桑格测序，也称为链终止测序，是一种用于确定DNA分子中核苷酸精确顺序的方法。由弗雷德里克·桑格于1977年开发，它仍然是验证DNA序列和检测突变的黄金标准。

桑格测序的原理

1. 设置反应

将待测序的DNA与DNA引物、DNA聚合酶、正常核苷酸（dNTP）以及少量荧光标记的双脱氧核苷酸（ddNTP）混合。四种ddNTP各用不同的荧光染料标记。

2. 链终止

反应从引物与模板DNA结合开始。DNA聚合酶通过添加dNTP来延伸引物。

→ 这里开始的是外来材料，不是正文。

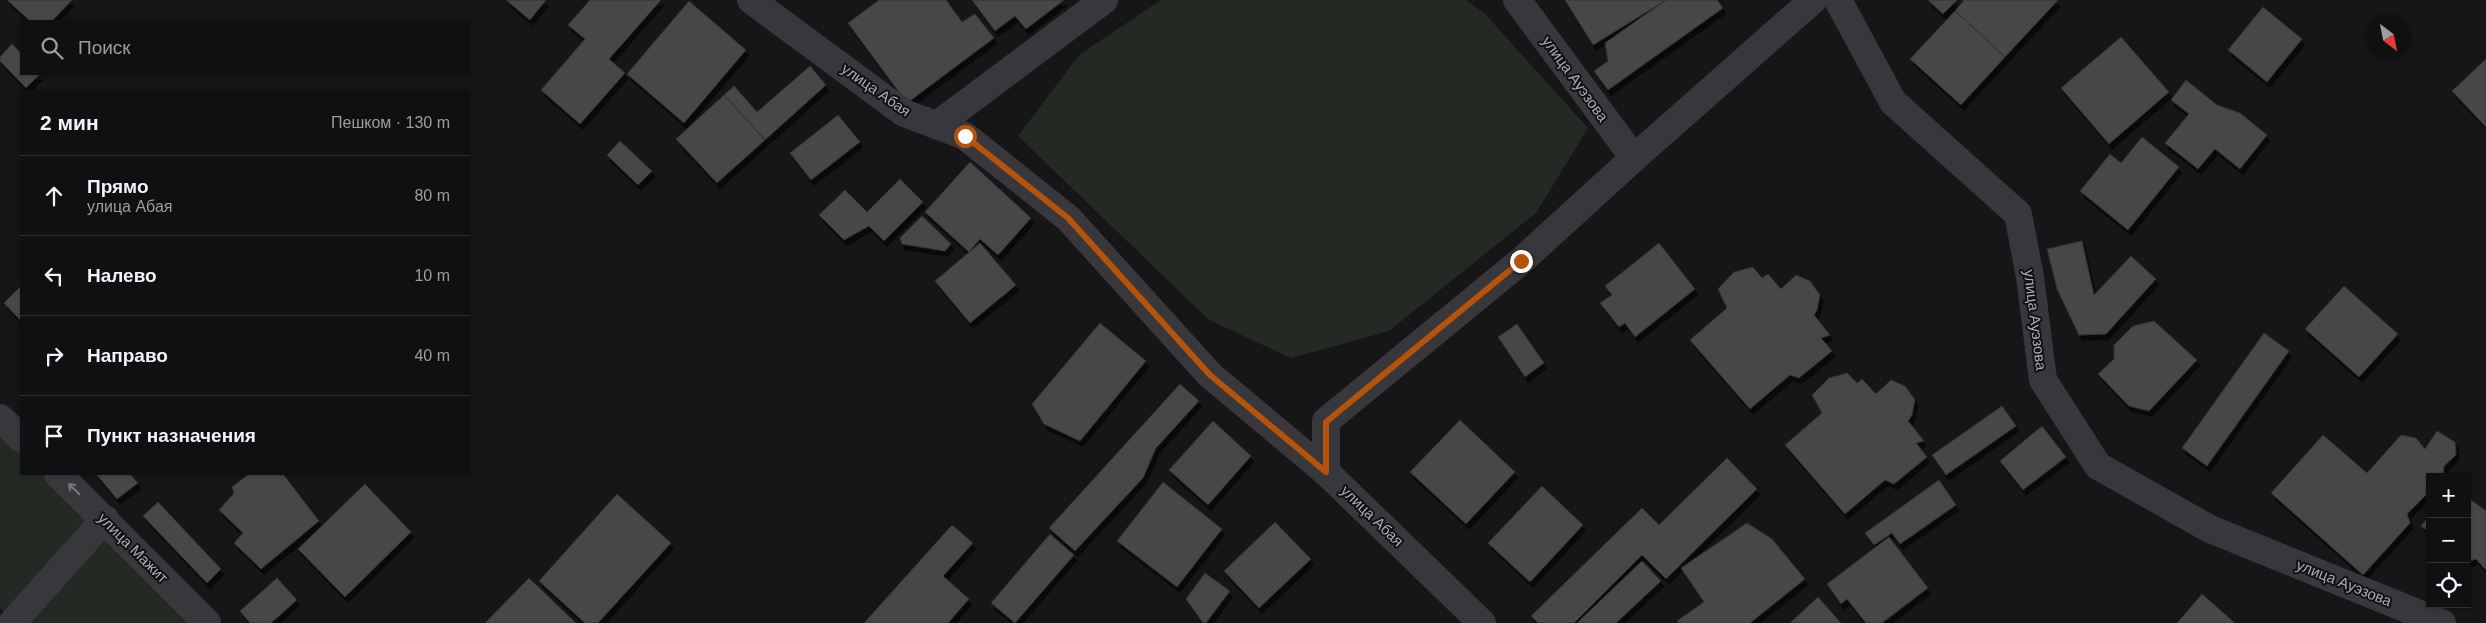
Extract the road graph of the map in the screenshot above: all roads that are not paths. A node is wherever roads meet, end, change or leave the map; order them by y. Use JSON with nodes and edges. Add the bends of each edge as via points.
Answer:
{"nodes":[{"id":1,"x":751,"y":0,"type":"edge"},
{"id":2,"x":1104,"y":0,"type":"edge"},
{"id":3,"x":1517,"y":0,"type":"edge"},
{"id":4,"x":1813,"y":0,"type":"edge"},
{"id":5,"x":1838,"y":0,"type":"edge"},
{"id":6,"x":937,"y":125,"type":"junction"},
{"id":7,"x":1634,"y":158,"type":"junction"},
{"id":8,"x":0,"y":418,"type":"edge"},
{"id":9,"x":20,"y":437,"type":"edge"},
{"id":10,"x":1326,"y":472,"type":"junction"},
{"id":11,"x":59,"y":475,"type":"edge"},
{"id":12,"x":105,"y":519,"type":"junction"},
{"id":13,"x":0,"y":617,"type":"edge"},
{"id":14,"x":6,"y":623,"type":"edge"},
{"id":15,"x":12,"y":623,"type":"edge"},
{"id":16,"x":207,"y":623,"type":"edge"},
{"id":17,"x":1482,"y":623,"type":"edge"},
{"id":18,"x":2442,"y":623,"type":"edge"}],
"edges":[{"from":1,"to":6,"type":"street","name":"улица Абая","via":[[904,113]]},
{"from":2,"to":6,"type":"street"},
{"from":3,"to":7,"type":"street","name":"улица Ауэзова"},
{"from":4,"to":7,"type":"street"},
{"from":5,"to":18,"type":"street","name":"улица Ауэзова","via":[[1893,102],[2018,214],[2030,277],[2042,380],[2098,466],[2210,529]]},
{"from":6,"to":10,"type":"street","name":"улица Абая","via":[[965,136],[1068,218],[1210,375]]},
{"from":7,"to":10,"type":"street","via":[[1521,261],[1326,422]]},
{"from":8,"to":9,"type":"street"},
{"from":10,"to":17,"type":"street","name":"улица Абая"},
{"from":12,"to":11,"type":"street","name":"улица Мажит","one_way":true},
{"from":12,"to":15,"type":"street"},
{"from":12,"to":16,"type":"street","name":"улица Мажит"},
{"from":13,"to":14,"type":"street"}]}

每当一个ddNTP代替dNTP被掺入时，链就停止延伸，因为ddNTP缺少进一步延伸所需的3’-羟基基团。

3. 片段生成

这个过程产生一系列长度不同的DNA片段混合物，每个片段终止于特定的核苷酸位置。终止ddNTP上的荧光标记标识了每个片段末端的碱基类型。

4. 毛细管电泳

将混合物加载到毛细管电泳仪中。片段在通过毛细管时按大小分离。激光激发荧光标记，检测器记录每个时间点经过的颜色。

5. 色谱图分析

仪器产生色谱图——一系列代表核苷酸序列的彩色峰。从色谱图中读取序列，通常从最短片段到最长片段，得到完整的DNA序列。